A correct query returns the right rows on the sample data. A Meta-ready query explains what it does when the data stops cooperating. That means you've told the interviewer: what happens when `session_id` is null (and whether you're excluding or imputing), what the partition key is and why, and what the query costs at scale if the event table has no date-based partitioning filter. Correctness is the floor. The ceiling is being able to say "this query will full-scan the table if we don't filter on `ds` first, and at Meta's event volume that's a problem."

How do you explain window functions without sounding like you memorized syntax?

Use a retention example. "Imagine I want to know, for each user, how many days after their first event they made a second purchase. I can't do that with a simple group-by because I need to reference the first event date per user while I'm still looking at individual rows. That's the shape of problem a window function solves — it lets me compute something across a group without collapsing the rows." Then write the `FIRST_VALUE()` or `MIN()` over `PARTITION BY user_id ORDER BY event_timestamp`. The interviewer is listening for the shape-of-the-problem explanation, not the function name. According to PostgreSQL's window function documentation, window functions operate across a set of rows related to the current row — but the key is knowing when that's the right tool, not just what it does.

How to Answer the Data Modeling Question Without Drifting Into Theory

What does a strong Meta-style schema design answer look like for an event analytics pipeline?

The Meta data modeling interview question is almost always grounded in a product analytics scenario: model the events for a feature like Marketplace listings, Stories views, or ad impressions. A strong answer starts with the grain — one row equals one event occurrence — and builds outward from there.

For a Marketplace event pipeline, the fact table might be `marketplace_events` with columns: `event_id`, `user_id`, `listing_id`, `event_type`, `event_timestamp`, `platform`, `ds` (date shard for partitioning). Dimension tables branch off: `dim_users` for user attributes, `dim_listings` for listing metadata, `dim_platform` for device and OS context. The grain is one row per event. Downstream consumers — retention dashboards, funnel analyses, A/B test readouts — join to the fact table on `user_id` or `listing_id` as needed.

How do you decide what belongs in the fact table versus a dimension table?

The rule is: facts are measurements or events that happen at a point in time; dimensions are the context that describes the actors or objects involved. The mistake most candidates make is shoving user attributes — age bucket, country, account age — directly into the fact table. That works until the user's country changes, and now you have a slowly changing dimension problem embedded in an immutable event table.

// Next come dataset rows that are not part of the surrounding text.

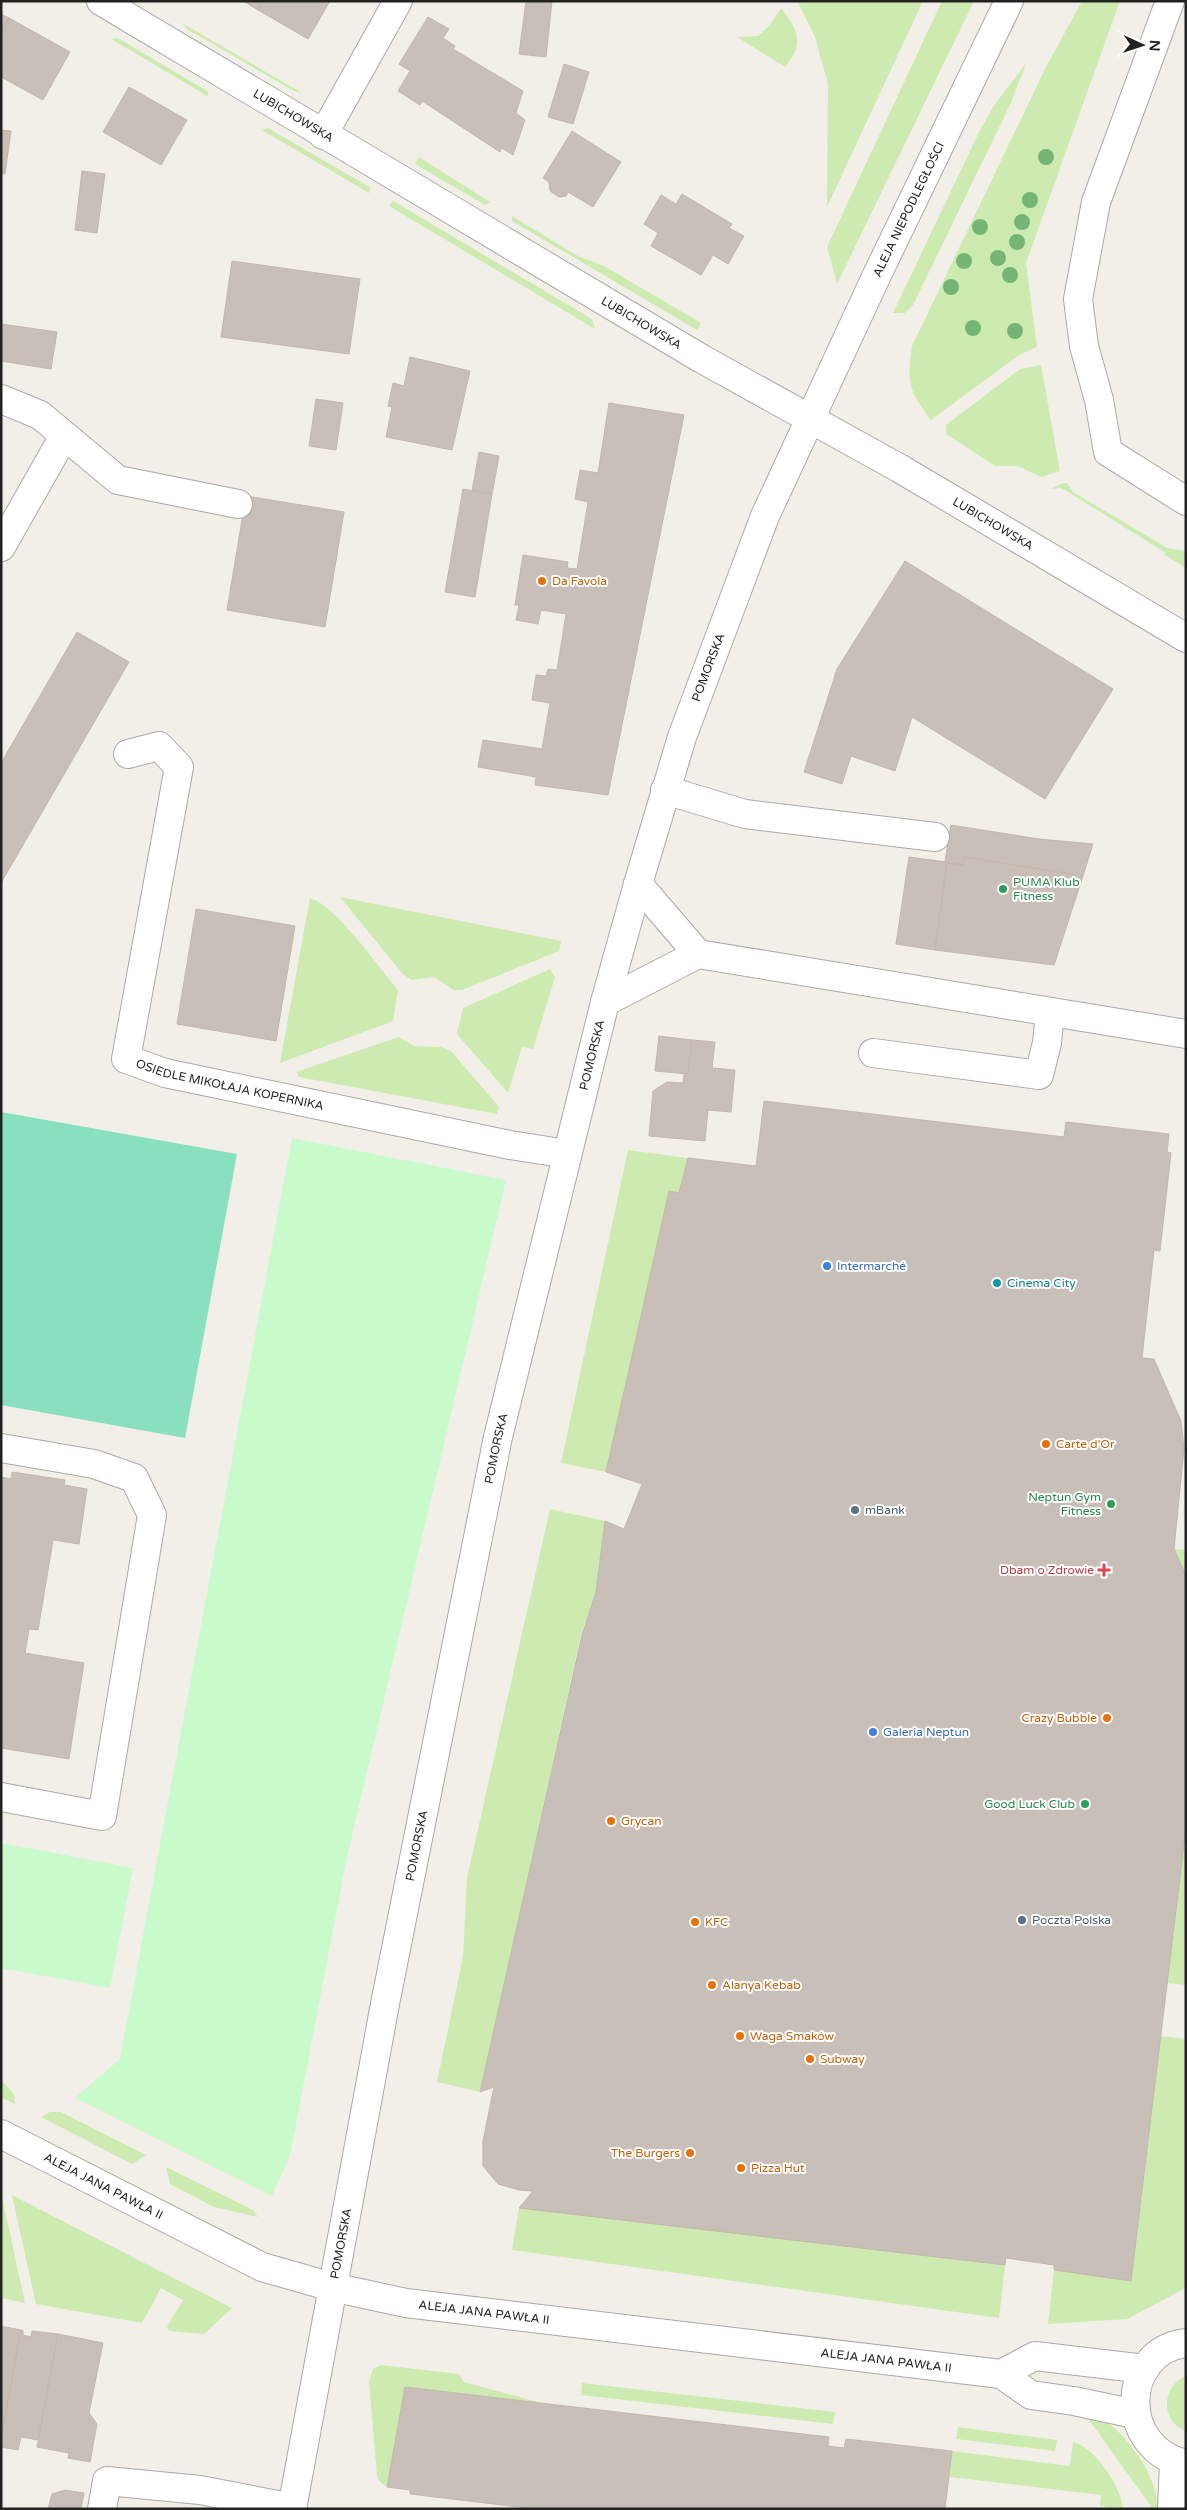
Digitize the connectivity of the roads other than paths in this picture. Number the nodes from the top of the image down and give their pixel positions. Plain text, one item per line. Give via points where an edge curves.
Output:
1 (101, 1) edge
2 (398, 1) edge
3 (1009, 1) edge
4 (1170, 1) edge
5 (323, 135) junction
6 (1, 400) edge
7 (809, 418) junction
8 (64, 436) junction
9 (1186, 501) edge
10 (238, 504) dead end
11 (1, 548) edge
12 (1186, 638) edge
13 (128, 754) dead end
14 (665, 790) junction
15 (935, 837) dead end
16 (638, 884) junction
17 (698, 954) junction
18 (605, 1002) junction
19 (1050, 1012) junction
20 (1186, 1034) edge
21 (873, 1054) dead end
22 (567, 1154) junction
23 (1, 1448) edge
24 (1, 1797) edge
25 (1, 2134) edge
26 (332, 2287) junction
27 (1186, 2343) edge
28 (1145, 2369) junction
29 (1001, 2374) junction
30 (1135, 2414) junction
31 (1180, 2463) edge
32 (293, 2508) edge
33 (102, 2509) edge
34 (1172, 2509) edge

1 - 5 street, LUBICHOWSKA
2 - 5 street
3 - 7 street, ALEJA NIEPODLEGŁOŚCI
4 - 9 street via 1096,202 1078,299 1084,346 1108,452
5 - 7 street, LUBICHOWSKA via 702,360
6 - 8 street via 40,415
7 - 12 street, LUBICHOWSKA via 928,484
7 - 14 street, POMORSKA via 750,552
8 - 10 street via 118,480
8 - 11 street
13 - 22 street, OSIEDLE MIKOŁAJA KOPERNIKA via 159,746 180,767 126,1059 165,1073
14 - 15 street via 746,814
14 - 16 street, POMORSKA
16 - 17 street
16 - 18 street, POMORSKA
17 - 18 street
17 - 19 street
18 - 22 street, POMORSKA
19 - 20 street
19 - 21 street via 1039,1075
22 - 26 street, POMORSKA via 495,1455
23 - 24 street via 94,1464 134,1478 152,1515 102,1816
25 - 26 street, ALEJA JANA PAWŁA II via 262,2267
26 - 29 street, ALEJA JANA PAWŁA II via 406,2303
26 - 32 street, POMORSKA
27 - 28 street via 1160,2353
28 - 29 street via 1035,2356
28 - 30 street via 1136,2391
29 - 30 street, ALEJA JANA PAWŁA II via 1031,2395
30 - 31 street via 1142,2434 1155,2451
31 - 34 street
32 - 33 street via 200,2490 107,2482

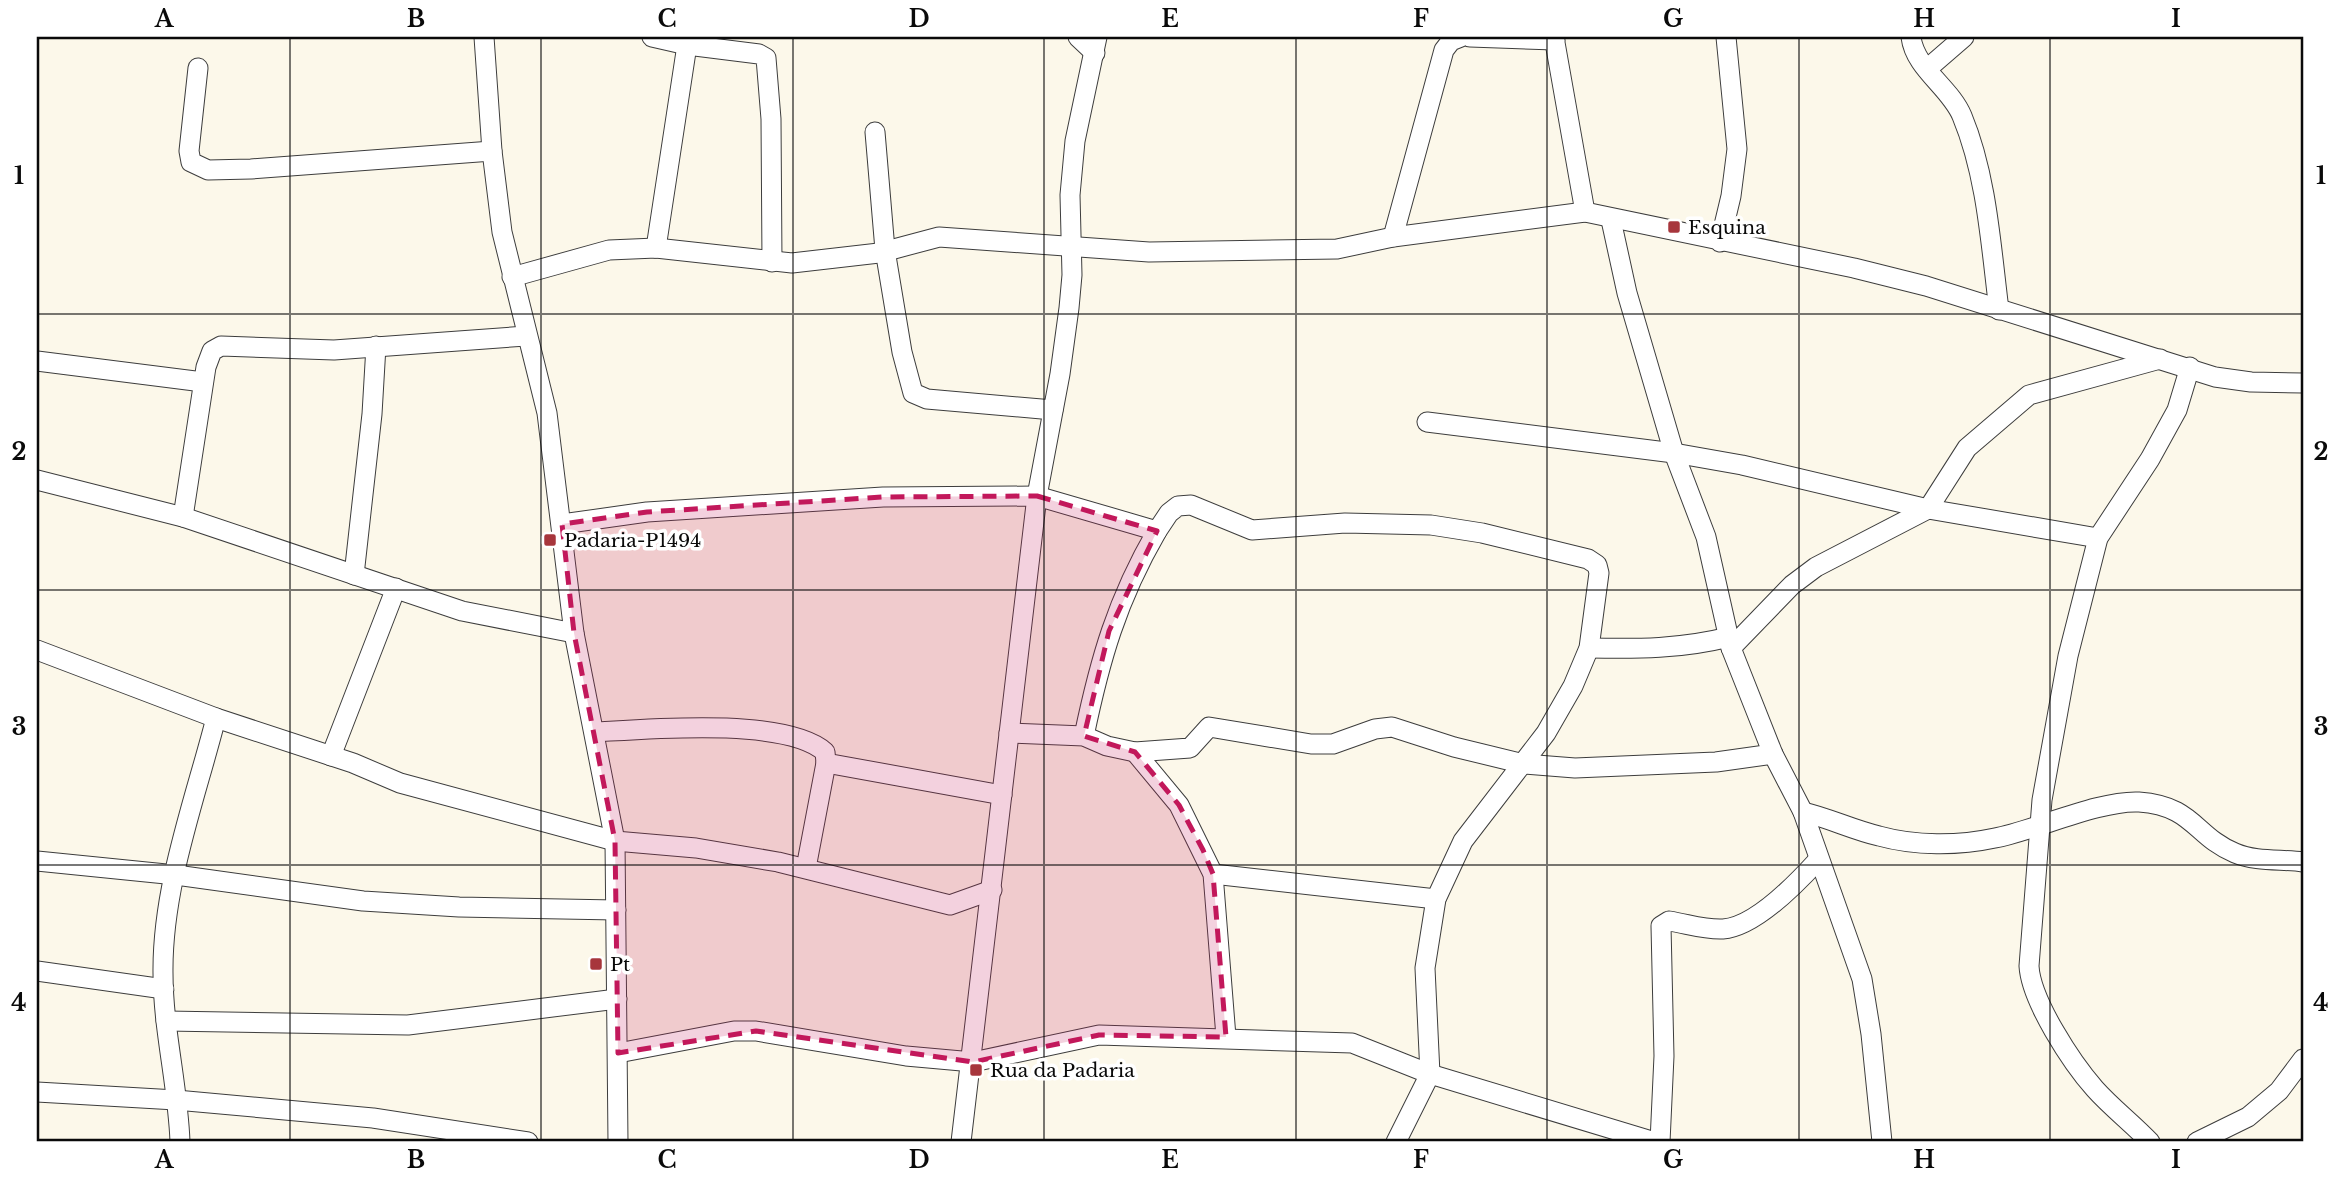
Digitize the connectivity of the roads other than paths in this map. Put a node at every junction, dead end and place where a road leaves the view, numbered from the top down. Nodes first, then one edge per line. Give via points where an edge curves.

The better approach: keep the fact table narrow and time-stamped. If you need user attributes at the time of the event, snapshot the relevant dimension at event time into a separate `user_snapshot` table, or use a slowly changing dimension (SCD Type 2) in `dim_users`. Say this out loud: "I'd keep the fact table append-only and join to a user snapshot if point-in-time accuracy matters for the analysis."

What does a Meta interviewer listen for when you talk about evolution, backfills, and schema changes?

A clean v1 design is not impressive on its own. What impresses is when you immediately follow it with: "Here's what breaks when the product team adds a new event type six months in." The answer should cover three things: how you version the schema without breaking existing consumers (additive changes only, nullable new columns, or a new event type enum value), how you backfill historical data when a new dimension is added, and how you communicate schema changes to downstream teams before they cause a silent data quality issue.

Kimball's dimensional modeling principles are a useful reference here, but the Meta interviewer wants to hear how you'd apply them to a live system with real product pressure — not a textbook walkthrough.

Python Coding Questions at Meta Are Smaller Than You Think, and That's the Point

How much coding is actually tested, and what kinds of Python problems show up?

The Python coding round at Meta for DE roles is not a LeetCode hard grind. Candidates consistently report problems in the range of LeetCode easy-to-medium: parsing a list of records, deduplicating a dictionary, grouping events by user and computing a metric, or implementing a simple sliding window over a time series. The complexity ceiling is usually O(n log n) with a hash map. What's being tested is whether you write clean, readable code under pressure and can reason about edge cases without being prompted.

What does a solid 60-second Python answer sound like when you're asked to process records?

Prompt: "Given a list of dicts, each with `user_id` and `event_type`, return a dict mapping each `user_id` to their most frequent event type."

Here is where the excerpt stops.